If you change variables to $Y_i=\ln\left(\frac1{X_i}\right)=-\ln X_i$, it turns out to have a density
\begin{align} f_{Y_i}(y)&=f_{X_i}(e^{-y})\left|\frac{\mathrm d}{\mathrm dy}e^{-y}\right| \\&=\frac{\theta e^{-\theta y}}{\gamma^{\theta}}\mathbf1_{y>\ln(1/\gamma)} \\&=\theta\exp\left\{-\theta\left(y+\ln \gamma\right)\right\}\mathbf1_{y>-\ln\gamma}&;\,\small \theta,\gamma>0 \end{align}
This is a two-parameter exponential distribution with location $-\ln \gamma$ and scale $1/\theta$. In other words, this means $Y_i+\ln \gamma=\ln\left(\frac{\gamma}{X_i}\right)$ is exponential with mean $1/\theta$.
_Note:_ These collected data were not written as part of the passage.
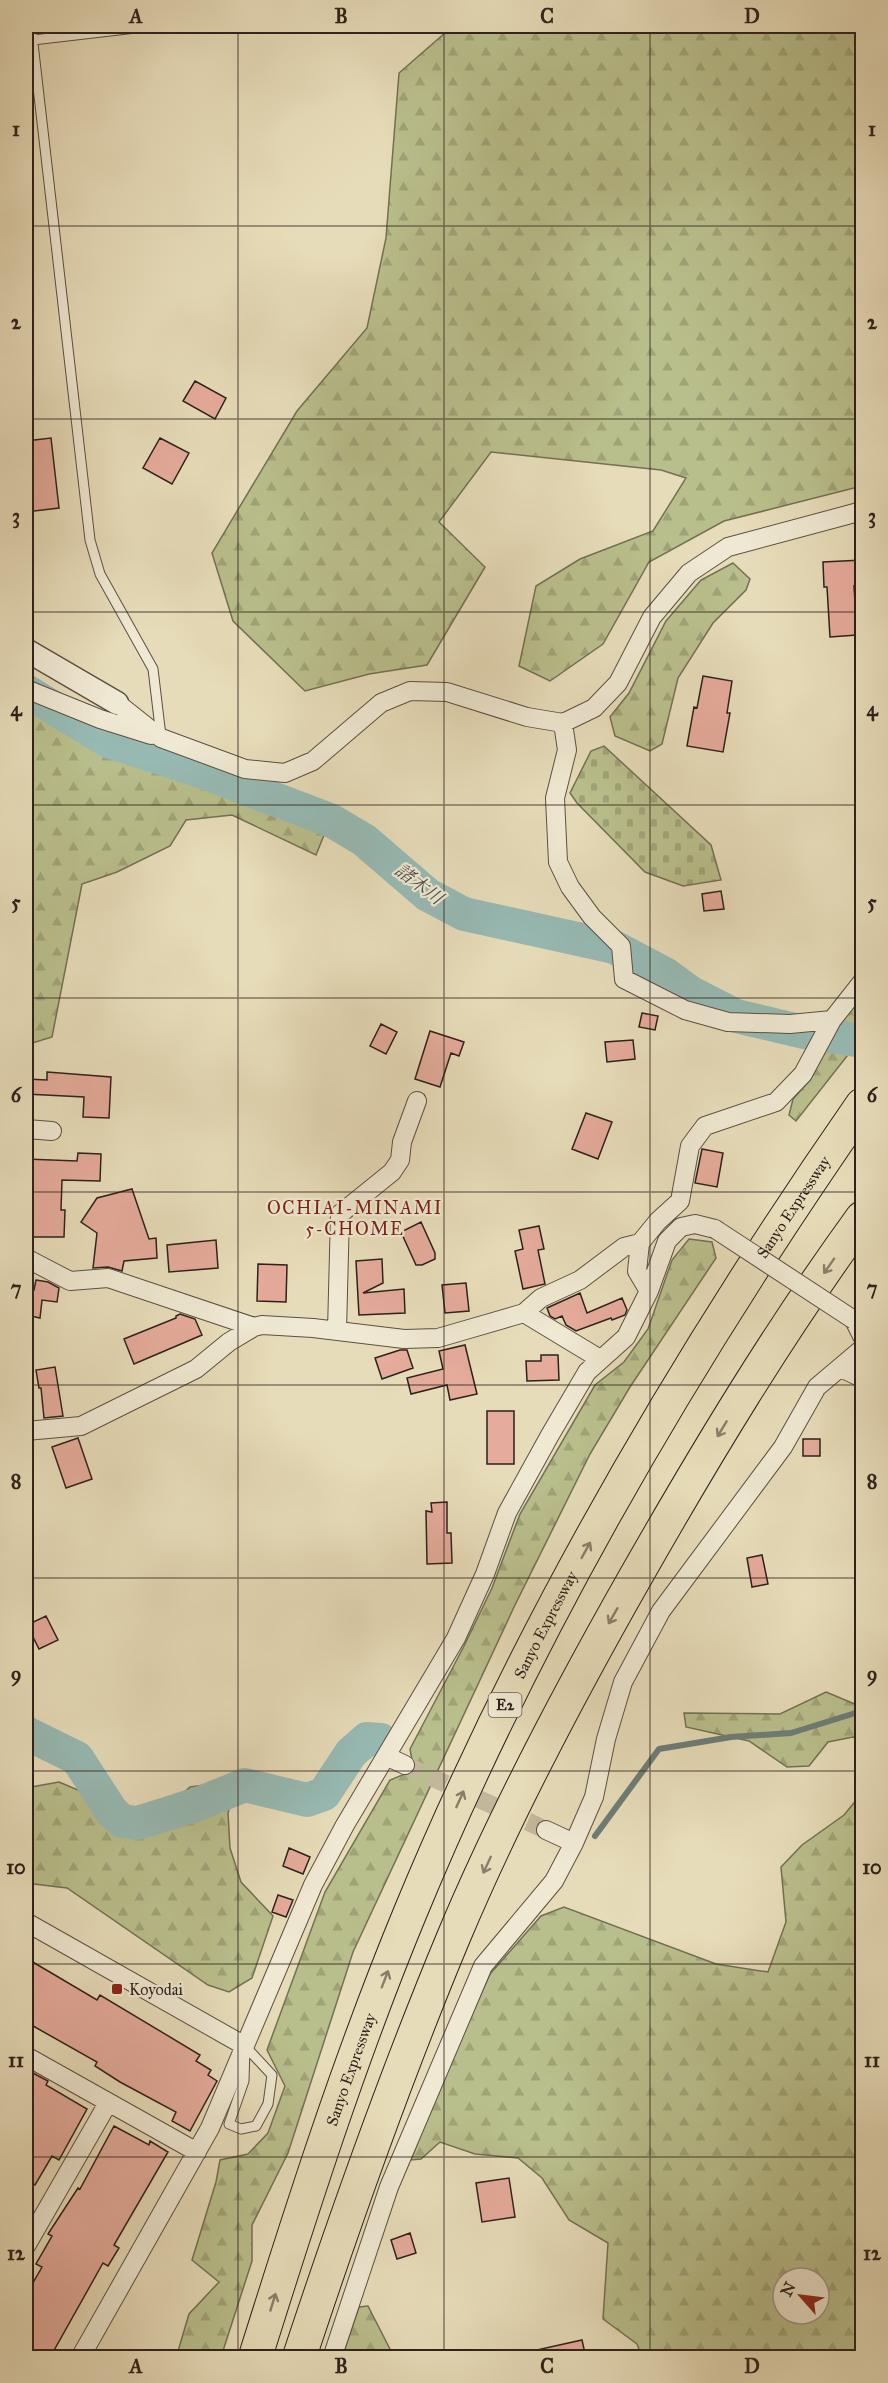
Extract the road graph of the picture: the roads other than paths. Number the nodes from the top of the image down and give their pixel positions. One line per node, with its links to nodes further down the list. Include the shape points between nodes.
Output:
1 (31, 26): 3 (lane)
2 (153, 26): 3 (lane)
3 (33, 40): 9 (lane, via 90,540 100,574 153,669)
4 (862, 512): 8 (street, via 728,547 688,573 652,617 618,683 594,708)
5 (26, 650): 7 (street)
6 (26, 688): 9 (street, via 100,719)
7 (117, 703): 9 (street)
8 (563, 723): 9 (street, via 527,717 447,692 410,692 381,703 314,761 285,773 245,769); 11 (street, via 567,750 555,798 558,862 592,917 621,946 624,979 685,1010 728,1022 790,1024)
9 (161, 738)
10 (862, 982): 11 (street)
11 (832, 1020): 17 (street, via 803,1074 776,1102 705,1126 690,1146 680,1201)
12 (417, 1101): 23 (street, via 402,1142 400,1160 392,1172 340,1214)
13 (862, 1105): 40 (highway, Sanyo Expressway / E2, one-way to 13, via 351,2069 409,1913 474,1768 624,1478 711,1332)
14 (26, 1129): 15 (street)
15 (52, 1131)
16 (862, 1218): 41 (highway, one-way to 41, via 765,1358 681,1496 591,1655 520,1793 455,1934 396,2082)
17 (640, 1243): 19 (street, via 637,1271); 20 (street, via 624,1247 580,1280 541,1298)
18 (26, 1258): 21 (street, via 70,1281 108,1278)
19 (648, 1291): 22 (street, bridge, via 667,1241 681,1227 695,1224 715,1229); 25 (street, via 626,1337)
20 (524, 1313): 23 (street, via 438,1338 405,1339); 25 (street)
21 (254, 1327): 23 (street); 28 (street, via 196,1369 81,1426)
22 (858, 1328)
23 (337, 1330)
24 (862, 1349): 26 (street)
25 (600, 1359): 29 (street, via 587,1372 507,1513 456,1638)
26 (841, 1368): 27 (street); 32 (street, via 817,1387 783,1447 661,1611 623,1683 594,1797)
27 (862, 1378)
28 (26, 1431)
29 (386, 1756): 30 (street); 34 (street, via 313,1885)
30 (405, 1765)
31 (546, 1830): 32 (street)
32 (574, 1843): 42 (street, via 554,1881 483,1966 389,2187)
33 (26, 1922): 34 (street)
34 (245, 2046): 34 (lane, via 272,2075 268,2104 256,2126 241,2130 229,2124 244,2081); 37 (street)
35 (26, 2056): 36 (street)
36 (108, 2103): 37 (street); 38 (street)
37 (197, 2152): 39 (street)
38 (26, 2246)
39 (80, 2358)
40 (255, 2358)
41 (299, 2358)
42 (332, 2358)

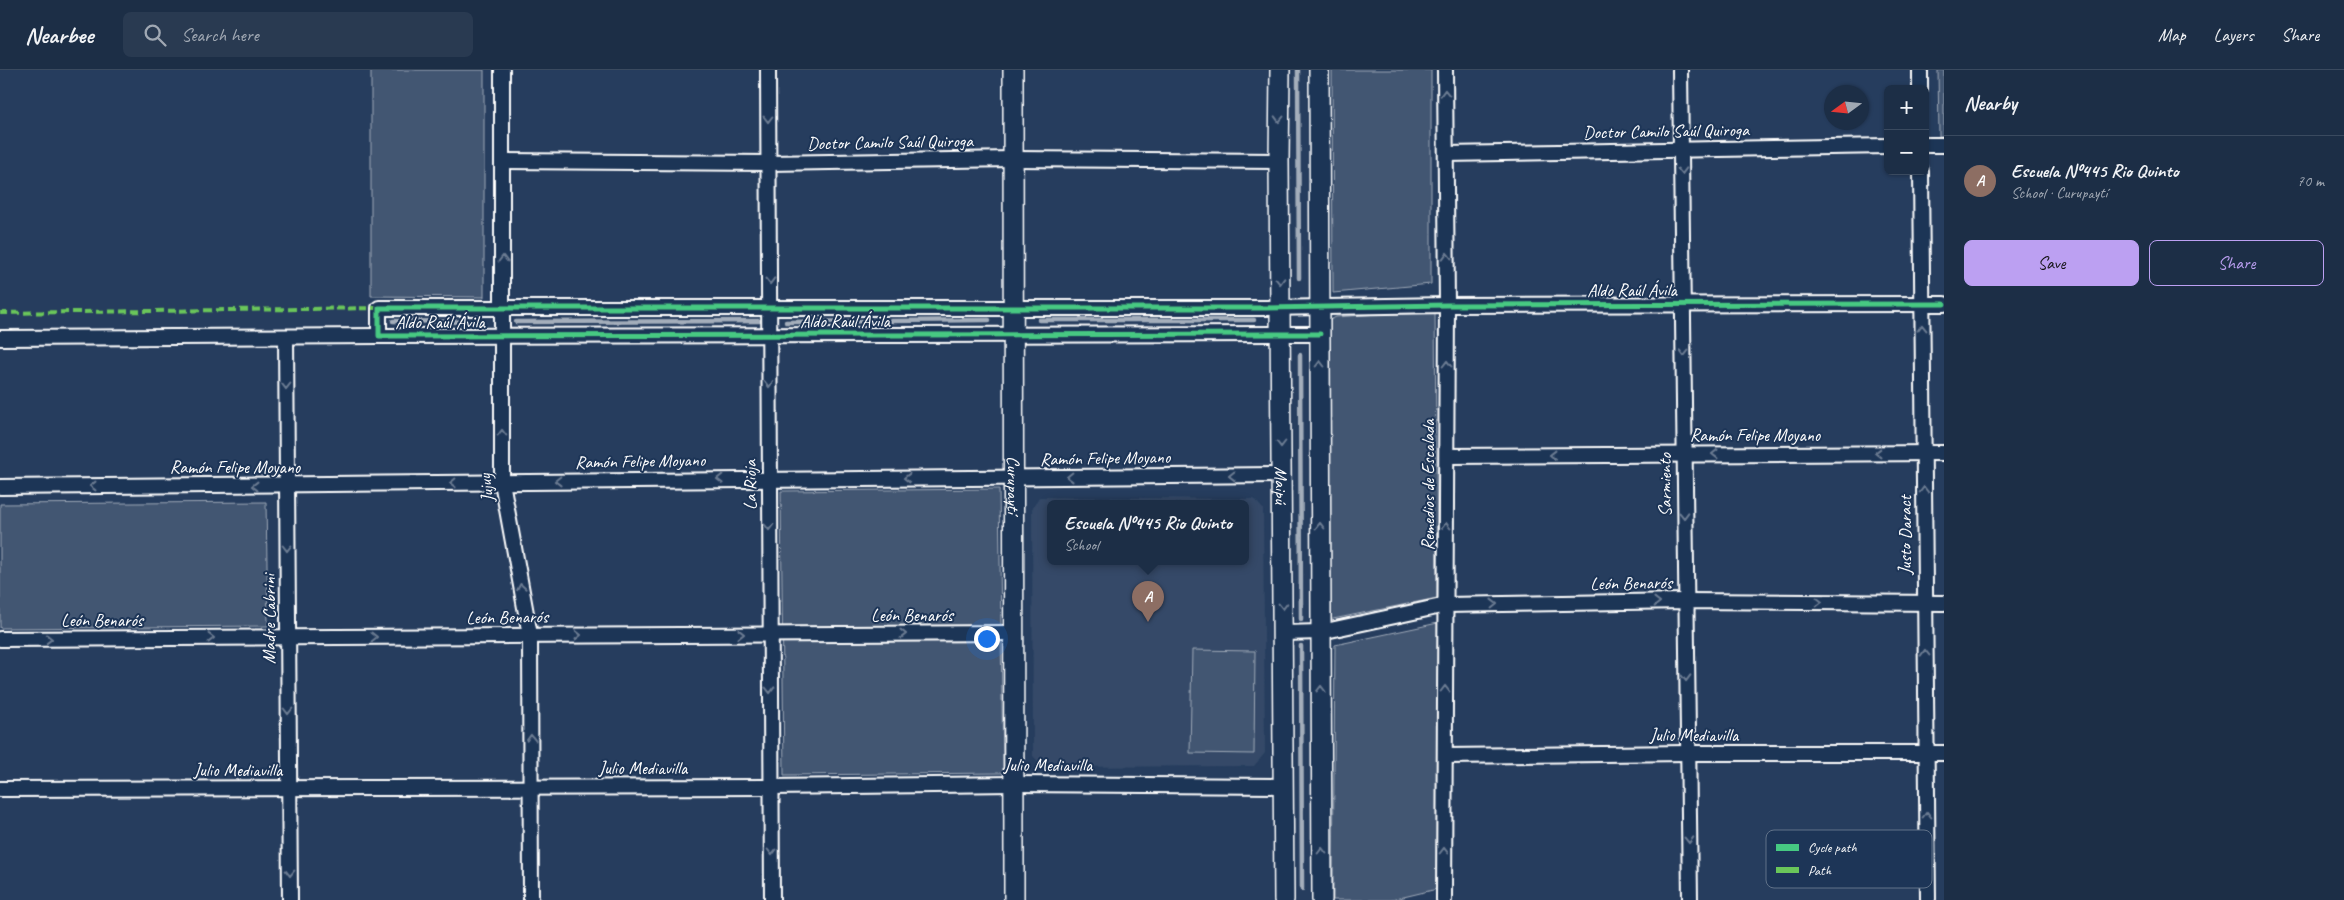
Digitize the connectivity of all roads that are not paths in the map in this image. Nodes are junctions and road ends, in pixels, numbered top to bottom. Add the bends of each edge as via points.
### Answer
1 (502, 70) edge
2 (768, 70) edge
3 (1013, 70) edge
4 (1280, 70) edge
5 (1319, 70) edge
6 (1445, 70) edge
7 (1680, 70) edge
8 (1920, 70) edge
9 (1920, 85) edge
10 (1929, 145) edge
11 (1944, 145) edge
12 (1884, 146) edge
13 (1682, 150) junction
14 (1446, 154) junction
15 (1013, 159) junction
16 (502, 161) junction
17 (1279, 161) junction
18 (768, 163) junction
19 (1921, 175) edge
20 (1685, 304) junction
21 (1922, 304) junction
22 (1944, 304) edge
23 (1447, 305) junction
24 (1014, 307) junction
25 (1320, 307) junction
26 (502, 308) junction
27 (1280, 308) junction
28 (770, 309) junction
29 (1014, 334) junction
30 (1281, 334) junction
31 (1320, 334) junction
32 (503, 335) junction
33 (379, 336) junction
34 (769, 336) junction
35 (286, 337) junction
36 (0, 338) edge
37 (1924, 453) junction
38 (1944, 453) edge
39 (1683, 454) junction
40 (1447, 456) junction
41 (1281, 475) junction
42 (769, 478) junction
43 (1013, 478) junction
44 (502, 482) junction
45 (287, 486) junction
46 (0, 487) edge
47 (1685, 601) junction
48 (1944, 603) edge
49 (1924, 604) junction
50 (1446, 605) junction
51 (1321, 632) junction
52 (1014, 633) junction
53 (1283, 633) junction
54 (770, 634) junction
55 (530, 635) junction
56 (288, 638) junction
57 (0, 639) edge
58 (1687, 753) junction
59 (1944, 753) edge
60 (1927, 754) junction
61 (1445, 756) junction
62 (1014, 784) junction
63 (1285, 786) junction
64 (531, 787) junction
65 (771, 788) junction
66 (0, 789) edge
67 (289, 789) junction
68 (1928, 830) edge
69 (1690, 899) edge
70 (290, 900) edge
71 (531, 900) edge
72 (772, 900) edge
73 (1014, 900) edge
74 (1284, 900) edge
75 (1322, 900) edge
76 (1444, 900) edge

1 - 16 street, Jujuy
2 -> 18 street, La Rioja
3 - 15 street, Curupaytí
4 -> 17 street, Maipú
5 - 25 street
14 -> 6 street, Remedios de Escalada
7 - 13 street, Sarmiento
8 - 9 street
10 - 11 street
12 - 13 street, Doctor Camilo Saúl Quiroga
13 - 14 street, Doctor Camilo Saúl Quiroga
13 -> 20 street, Sarmiento
23 -> 14 street, Remedios de Escalada
15 - 17 street, Doctor Camilo Saúl Quiroga
15 - 18 street, Doctor Camilo Saúl Quiroga
15 - 24 street, Curupaytí
16 - 18 street, Doctor Camilo Saúl Quiroga
26 -> 16 street, Jujuy
17 -> 27 street, Maipú
18 -> 28 street, La Rioja
19 - 21 street, Justo Daract
20 - 21 street, Aldo Raúl Ávila
20 - 23 street, Aldo Raúl Ávila
20 -> 39 street, Sarmiento
21 - 22 street, Aldo Raúl Ávila
37 -> 21 street, Justo Daract
23 - 25 street, Aldo Raúl Ávila
40 -> 23 street, Remedios de Escalada
24 - 27 street, Aldo Raúl Ávila
24 - 28 street, Aldo Raúl Ávila
24 - 29 street, Curupaytí
25 - 27 street, Aldo Raúl Ávila
25 - 31 street
26 - 28 street, Aldo Raúl Ávila
26 - 32 street, Jujuy
26 - 33 street, Aldo Raúl Ávila via 379,308
27 - 30 street, Maipú
28 - 34 street, La Rioja
29 - 30 street, Aldo Raúl Ávila
29 - 34 street, Aldo Raúl Ávila
29 - 43 street, Curupaytí
30 - 31 street, Aldo Raúl Ávila
30 -> 41 street, Maipú
51 -> 31 street
32 - 33 street, Aldo Raúl Ávila
32 - 34 street, Aldo Raúl Ávila
44 -> 32 street, Jujuy
33 - 35 street
34 -> 42 street, La Rioja
35 - 36 street
35 -> 45 street, Madre Cabrini
37 - 38 street, Ramón Felipe Moyano
37 -> 39 street, Ramón Felipe Moyano
49 -> 37 street, Justo Daract
39 -> 40 street, Ramón Felipe Moyano
39 -> 47 street, Sarmiento
50 -> 40 street, Remedios de Escalada
41 -> 43 street, Ramón Felipe Moyano
41 -> 53 street, Maipú
43 -> 42 street, Ramón Felipe Moyano
42 -> 44 street, Ramón Felipe Moyano
42 -> 54 street, La Rioja
43 - 52 street, Curupaytí
44 -> 45 street, Ramón Felipe Moyano
55 -> 44 street, Jujuy
45 -> 46 street, Ramón Felipe Moyano
45 -> 56 street, Madre Cabrini
47 -> 49 street, León Benarós
50 -> 47 street, León Benarós
47 -> 58 street, Sarmiento
48 - 49 street, León Benarós
60 -> 49 street, Justo Daract
50 - 51 street, León Benarós
61 -> 50 street, Remedios de Escalada
51 - 53 street, León Benarós
75 -> 51 street
54 -> 52 street, León Benarós
52 - 62 street, Curupaytí
53 - 63 street, Maipú
55 -> 54 street, León Benarós
54 -> 65 street, La Rioja
56 -> 55 street, León Benarós
64 -> 55 street, Jujuy
57 -> 56 street, León Benarós
56 -> 67 street, Madre Cabrini
58 - 60 street, Julio Mediavilla
58 - 61 street, Julio Mediavilla
58 -> 69 street, Sarmiento
59 - 60 street, Julio Mediavilla
68 -> 60 street, Justo Daract
76 -> 61 street, Remedios de Escalada
62 - 63 street, Julio Mediavilla
62 - 65 street, Julio Mediavilla
62 - 73 street, Curupaytí
63 - 74 street, Maipú
64 - 65 street, Julio Mediavilla
64 - 67 street, Julio Mediavilla
64 - 71 street, Jujuy
65 -> 72 street, La Rioja
66 - 67 street, Julio Mediavilla
67 -> 70 street, Madre Cabrini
Noting that $Y_{(1)}=-\ln X_{(n)}$, the statistic $\boldsymbol T$ can be written as $$\boldsymbol T=\left(\sum_{i=1}^n (Y_i-Y_{(1)}),- Y_{(1)}\right)=(U,V) $$
That $\boldsymbol T=(U,V)$ is a complete statistic can be seen by comparing to this problem since we know that $Y_1,\ldots,Y_n$ are i.i.d $\text{Exp}\left(-\ln \gamma,\frac1{\theta}\right)$. You can see here that $U=\sum\limits_{i=1}^n (Y_i-Y_{(1)})$ has a certain Gamma distribution (this is the distribution you are asked for). To be precise, this can also be written as $2\theta U\sim \chi^2_{2(n-1)}$ as argued here. As $U$ is a function of a complete sufficient statistic, unbiased estimator of $1/\theta$ based on $U$ is the UMVUE by Lehmann-Scheffe theorem. This can also be done without the distribution of $U$ since one can find $E\left[U\right]=\sum\limits_{i=1}^n E\left[ Y_i\right]-nE\left[Y_{(1)}\right]$ directly in terms of $1/\theta$.